For once the oddsmakers got it right. "Wolf Hall," Hilary Mantel's novel about Henry VIII's minister Thomas Cromwell, had been the bookies' favorite to win the 2009 Man Booker prize for fiction. The oddsmakers tend to be wrong more often than they are right, but this year they hit the nail on the head.
(The last time they got it right was in 2002 when "Life of Pi" by Yann Martel was both the projected and the actual winner of the Booker prize. The book went on to sell over a million copies.)
Mantel has led a varied life, both professionally and personally. Born in England, she has lived in both Botswana and Saudi Arabia. She is a novelist, short story writer, and a critic. Her works have ranged from memoirs to historic fiction.
She has been shortlisted for at least two major literary prizes (the Orange Prize and the Commonwealth Writers Prize, both in 2006), but today's receipt of the prestigious Booker prize is sure to catapult her career to a whole new level.
"Wolf Hall" was reviewed by Janet Maslin in the New York Times this week. Maslin called the book an "arch, elegant, richly detailed biographical novel" and noted that the "book’s main characters are scorchingly well rendered."
Maslin hesitates, however, in assessing the appeal of "Wolf Hall" to American readers.
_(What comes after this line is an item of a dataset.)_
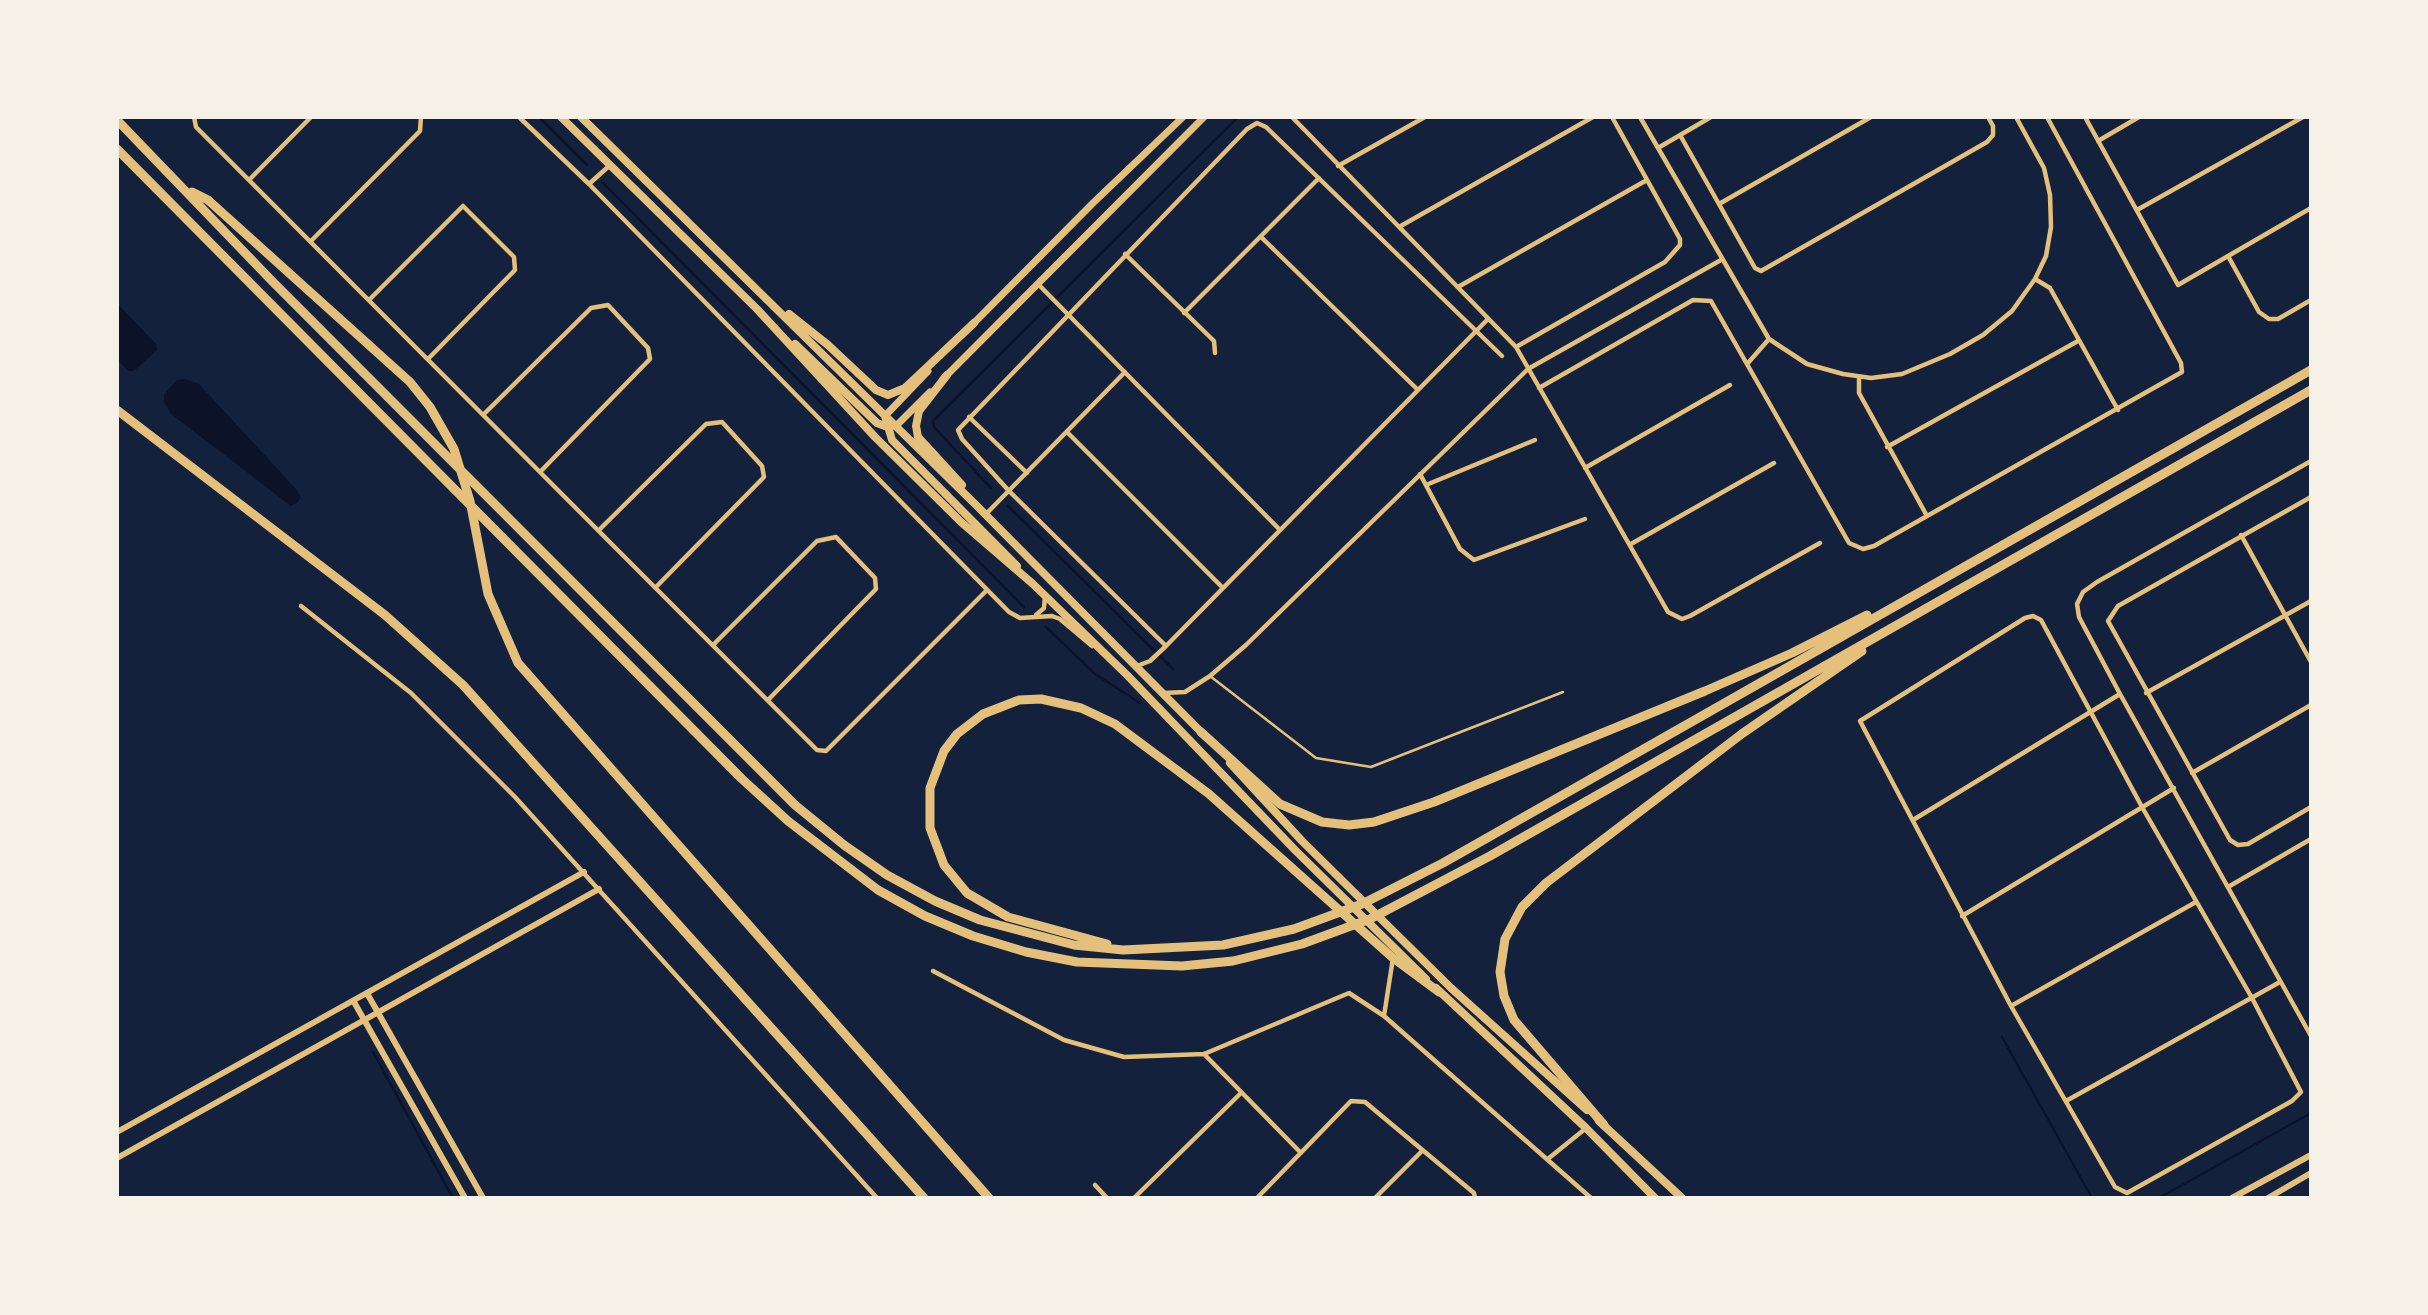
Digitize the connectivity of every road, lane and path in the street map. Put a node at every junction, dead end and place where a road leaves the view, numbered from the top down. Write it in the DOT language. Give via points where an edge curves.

She predicts that, "This witty, densely populated book may experience a rough passage when it crosses the Atlantic."
"For readers not fully versed in the nuances of England’s tangled royal bloodlines, not amused by Ms. Mantel’s deliberate obliqueness ('half the world is called Thomas,' the book observes, and it is in no hurry to differentiate one Thomas from another — or even to use proper names when a 'he,' 'him' or 'his' will do) or not even familiar with the effect of the law of praemunire on the papacy," Maslin writes, “ 'Wolf Hall' has its share of stumbling blocks."
The Booker prize, however, has a powerful pull. Last year's winner, "The White Tiger" by Aravind Adiga, went on to sell 500,000 copies worldwide and became a favorite at many US book clubs. In Britain, some booksellers say they expect "Wolf Hall" to go on to outsell "The White Tiger."
And despite its "highbrow reputation," book sales are what the Book prize is all about, prize director Ion Trewin told the TimesOnline. The Booker prize's purpose, he said, is “not only to reward superb fiction but to encourage people to go out and read it”.